***** Given data

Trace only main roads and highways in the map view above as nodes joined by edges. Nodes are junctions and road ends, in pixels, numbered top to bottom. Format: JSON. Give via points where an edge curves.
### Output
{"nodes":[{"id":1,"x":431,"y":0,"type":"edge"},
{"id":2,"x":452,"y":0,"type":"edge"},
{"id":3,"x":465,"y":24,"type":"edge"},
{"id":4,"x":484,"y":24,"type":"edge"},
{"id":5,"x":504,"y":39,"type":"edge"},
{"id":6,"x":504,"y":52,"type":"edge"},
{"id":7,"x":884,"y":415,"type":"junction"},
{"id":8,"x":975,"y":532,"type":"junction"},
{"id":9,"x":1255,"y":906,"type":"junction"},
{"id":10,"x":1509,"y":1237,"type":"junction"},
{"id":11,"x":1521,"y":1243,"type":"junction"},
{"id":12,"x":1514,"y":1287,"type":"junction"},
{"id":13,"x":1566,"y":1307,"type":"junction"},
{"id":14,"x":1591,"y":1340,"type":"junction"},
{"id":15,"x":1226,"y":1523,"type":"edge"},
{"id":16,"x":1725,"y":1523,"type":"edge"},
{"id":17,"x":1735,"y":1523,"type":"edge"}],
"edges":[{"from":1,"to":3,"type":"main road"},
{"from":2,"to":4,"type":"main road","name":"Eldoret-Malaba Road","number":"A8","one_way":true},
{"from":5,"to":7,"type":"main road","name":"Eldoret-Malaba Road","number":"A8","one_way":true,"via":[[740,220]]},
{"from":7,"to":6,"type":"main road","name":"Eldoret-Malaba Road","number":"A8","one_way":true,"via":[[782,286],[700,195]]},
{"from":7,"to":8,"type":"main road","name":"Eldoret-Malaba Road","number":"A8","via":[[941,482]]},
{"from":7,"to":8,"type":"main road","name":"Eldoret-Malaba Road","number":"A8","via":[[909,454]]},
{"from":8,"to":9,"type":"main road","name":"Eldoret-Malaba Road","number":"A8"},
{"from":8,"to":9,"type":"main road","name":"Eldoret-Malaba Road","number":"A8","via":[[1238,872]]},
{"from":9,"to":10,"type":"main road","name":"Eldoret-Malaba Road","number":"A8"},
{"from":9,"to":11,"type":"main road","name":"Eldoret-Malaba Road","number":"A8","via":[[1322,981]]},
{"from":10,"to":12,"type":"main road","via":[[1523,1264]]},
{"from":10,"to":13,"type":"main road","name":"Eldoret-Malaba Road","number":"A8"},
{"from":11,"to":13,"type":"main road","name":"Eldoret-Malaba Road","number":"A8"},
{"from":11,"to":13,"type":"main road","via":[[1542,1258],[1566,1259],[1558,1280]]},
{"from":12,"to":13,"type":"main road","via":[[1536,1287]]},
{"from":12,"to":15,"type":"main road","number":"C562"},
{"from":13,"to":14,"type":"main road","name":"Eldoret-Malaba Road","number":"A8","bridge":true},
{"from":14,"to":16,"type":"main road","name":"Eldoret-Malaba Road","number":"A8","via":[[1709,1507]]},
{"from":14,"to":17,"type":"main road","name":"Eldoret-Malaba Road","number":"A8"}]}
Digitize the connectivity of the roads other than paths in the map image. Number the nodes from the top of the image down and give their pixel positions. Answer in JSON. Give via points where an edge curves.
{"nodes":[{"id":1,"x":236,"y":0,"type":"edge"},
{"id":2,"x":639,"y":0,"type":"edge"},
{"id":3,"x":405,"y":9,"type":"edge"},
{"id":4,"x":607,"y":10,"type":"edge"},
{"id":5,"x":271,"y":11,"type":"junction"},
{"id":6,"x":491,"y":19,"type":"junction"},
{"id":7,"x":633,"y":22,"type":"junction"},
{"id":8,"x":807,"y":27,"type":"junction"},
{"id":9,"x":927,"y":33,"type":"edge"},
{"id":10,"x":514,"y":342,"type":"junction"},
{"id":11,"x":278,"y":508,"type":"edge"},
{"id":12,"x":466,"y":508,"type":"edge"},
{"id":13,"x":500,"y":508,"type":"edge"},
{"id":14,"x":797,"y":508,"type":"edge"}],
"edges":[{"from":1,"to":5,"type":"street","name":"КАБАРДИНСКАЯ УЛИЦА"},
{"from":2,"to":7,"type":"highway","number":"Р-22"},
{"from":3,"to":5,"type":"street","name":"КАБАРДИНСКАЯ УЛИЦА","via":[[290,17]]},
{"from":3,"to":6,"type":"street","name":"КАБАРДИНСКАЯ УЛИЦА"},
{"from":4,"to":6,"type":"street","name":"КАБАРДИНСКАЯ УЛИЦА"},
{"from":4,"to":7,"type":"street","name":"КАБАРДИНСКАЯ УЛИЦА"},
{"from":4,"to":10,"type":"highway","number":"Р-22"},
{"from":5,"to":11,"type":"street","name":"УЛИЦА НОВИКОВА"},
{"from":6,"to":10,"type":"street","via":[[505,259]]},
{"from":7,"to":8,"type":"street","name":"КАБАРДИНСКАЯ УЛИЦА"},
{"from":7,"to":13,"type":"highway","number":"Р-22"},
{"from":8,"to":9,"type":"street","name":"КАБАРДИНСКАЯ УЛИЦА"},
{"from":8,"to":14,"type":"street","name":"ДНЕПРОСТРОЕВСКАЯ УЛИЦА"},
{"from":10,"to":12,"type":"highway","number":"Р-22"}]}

**********

- _Exercise prompt_: Word for word, copy out the records.

- _Task output_:
Trace only main roads and highways in the map view above as nodes joined by edges. Nodes are junctions and road ends, in pixels, numbered top to bottom. Format: JSON. Give via points where an edge curves.
### Output
{"nodes":[{"id":1,"x":431,"y":0,"type":"edge"},
{"id":2,"x":452,"y":0,"type":"edge"},
{"id":3,"x":465,"y":24,"type":"edge"},
{"id":4,"x":484,"y":24,"type":"edge"},
{"id":5,"x":504,"y":39,"type":"edge"},
{"id":6,"x":504,"y":52,"type":"edge"},
{"id":7,"x":884,"y":415,"type":"junction"},
{"id":8,"x":975,"y":532,"type":"junction"},
{"id":9,"x":1255,"y":906,"type":"junction"},
{"id":10,"x":1509,"y":1237,"type":"junction"},
{"id":11,"x":1521,"y":1243,"type":"junction"},
{"id":12,"x":1514,"y":1287,"type":"junction"},
{"id":13,"x":1566,"y":1307,"type":"junction"},
{"id":14,"x":1591,"y":1340,"type":"junction"},
{"id":15,"x":1226,"y":1523,"type":"edge"},
{"id":16,"x":1725,"y":1523,"type":"edge"},
{"id":17,"x":1735,"y":1523,"type":"edge"}],
"edges":[{"from":1,"to":3,"type":"main road"},
{"from":2,"to":4,"type":"main road","name":"Eldoret-Malaba Road","number":"A8","one_way":true},
{"from":5,"to":7,"type":"main road","name":"Eldoret-Malaba Road","number":"A8","one_way":true,"via":[[740,220]]},
{"from":7,"to":6,"type":"main road","name":"Eldoret-Malaba Road","number":"A8","one_way":true,"via":[[782,286],[700,195]]},
{"from":7,"to":8,"type":"main road","name":"Eldoret-Malaba Road","number":"A8","via":[[941,482]]},
{"from":7,"to":8,"type":"main road","name":"Eldoret-Malaba Road","number":"A8","via":[[909,454]]},
{"from":8,"to":9,"type":"main road","name":"Eldoret-Malaba Road","number":"A8"},
{"from":8,"to":9,"type":"main road","name":"Eldoret-Malaba Road","number":"A8","via":[[1238,872]]},
{"from":9,"to":10,"type":"main road","name":"Eldoret-Malaba Road","number":"A8"},
{"from":9,"to":11,"type":"main road","name":"Eldoret-Malaba Road","number":"A8","via":[[1322,981]]},
{"from":10,"to":12,"type":"main road","via":[[1523,1264]]},
{"from":10,"to":13,"type":"main road","name":"Eldoret-Malaba Road","number":"A8"},
{"from":11,"to":13,"type":"main road","name":"Eldoret-Malaba Road","number":"A8"},
{"from":11,"to":13,"type":"main road","via":[[1542,1258],[1566,1259],[1558,1280]]},
{"from":12,"to":13,"type":"main road","via":[[1536,1287]]},
{"from":12,"to":15,"type":"main road","number":"C562"},
{"from":13,"to":14,"type":"main road","name":"Eldoret-Malaba Road","number":"A8","bridge":true},
{"from":14,"to":16,"type":"main road","name":"Eldoret-Malaba Road","number":"A8","via":[[1709,1507]]},
{"from":14,"to":17,"type":"main road","name":"Eldoret-Malaba Road","number":"A8"}]}
Digitize the connectivity of the roads other than paths in the map image. Number the nodes from the top of the image down and give their pixel positions. Answer in JSON. Give via points where an edge curves.
{"nodes":[{"id":1,"x":236,"y":0,"type":"edge"},
{"id":2,"x":639,"y":0,"type":"edge"},
{"id":3,"x":405,"y":9,"type":"edge"},
{"id":4,"x":607,"y":10,"type":"edge"},
{"id":5,"x":271,"y":11,"type":"junction"},
{"id":6,"x":491,"y":19,"type":"junction"},
{"id":7,"x":633,"y":22,"type":"junction"},
{"id":8,"x":807,"y":27,"type":"junction"},
{"id":9,"x":927,"y":33,"type":"edge"},
{"id":10,"x":514,"y":342,"type":"junction"},
{"id":11,"x":278,"y":508,"type":"edge"},
{"id":12,"x":466,"y":508,"type":"edge"},
{"id":13,"x":500,"y":508,"type":"edge"},
{"id":14,"x":797,"y":508,"type":"edge"}],
"edges":[{"from":1,"to":5,"type":"street","name":"КАБАРДИНСКАЯ УЛИЦА"},
{"from":2,"to":7,"type":"highway","number":"Р-22"},
{"from":3,"to":5,"type":"street","name":"КАБАРДИНСКАЯ УЛИЦА","via":[[290,17]]},
{"from":3,"to":6,"type":"street","name":"КАБАРДИНСКАЯ УЛИЦА"},
{"from":4,"to":6,"type":"street","name":"КАБАРДИНСКАЯ УЛИЦА"},
{"from":4,"to":7,"type":"street","name":"КАБАРДИНСКАЯ УЛИЦА"},
{"from":4,"to":10,"type":"highway","number":"Р-22"},
{"from":5,"to":11,"type":"street","name":"УЛИЦА НОВИКОВА"},
{"from":6,"to":10,"type":"street","via":[[505,259]]},
{"from":7,"to":8,"type":"street","name":"КАБАРДИНСКАЯ УЛИЦА"},
{"from":7,"to":13,"type":"highway","number":"Р-22"},
{"from":8,"to":9,"type":"street","name":"КАБАРДИНСКАЯ УЛИЦА"},
{"from":8,"to":14,"type":"street","name":"ДНЕПРОСТРОЕВСКАЯ УЛИЦА"},
{"from":10,"to":12,"type":"highway","number":"Р-22"}]}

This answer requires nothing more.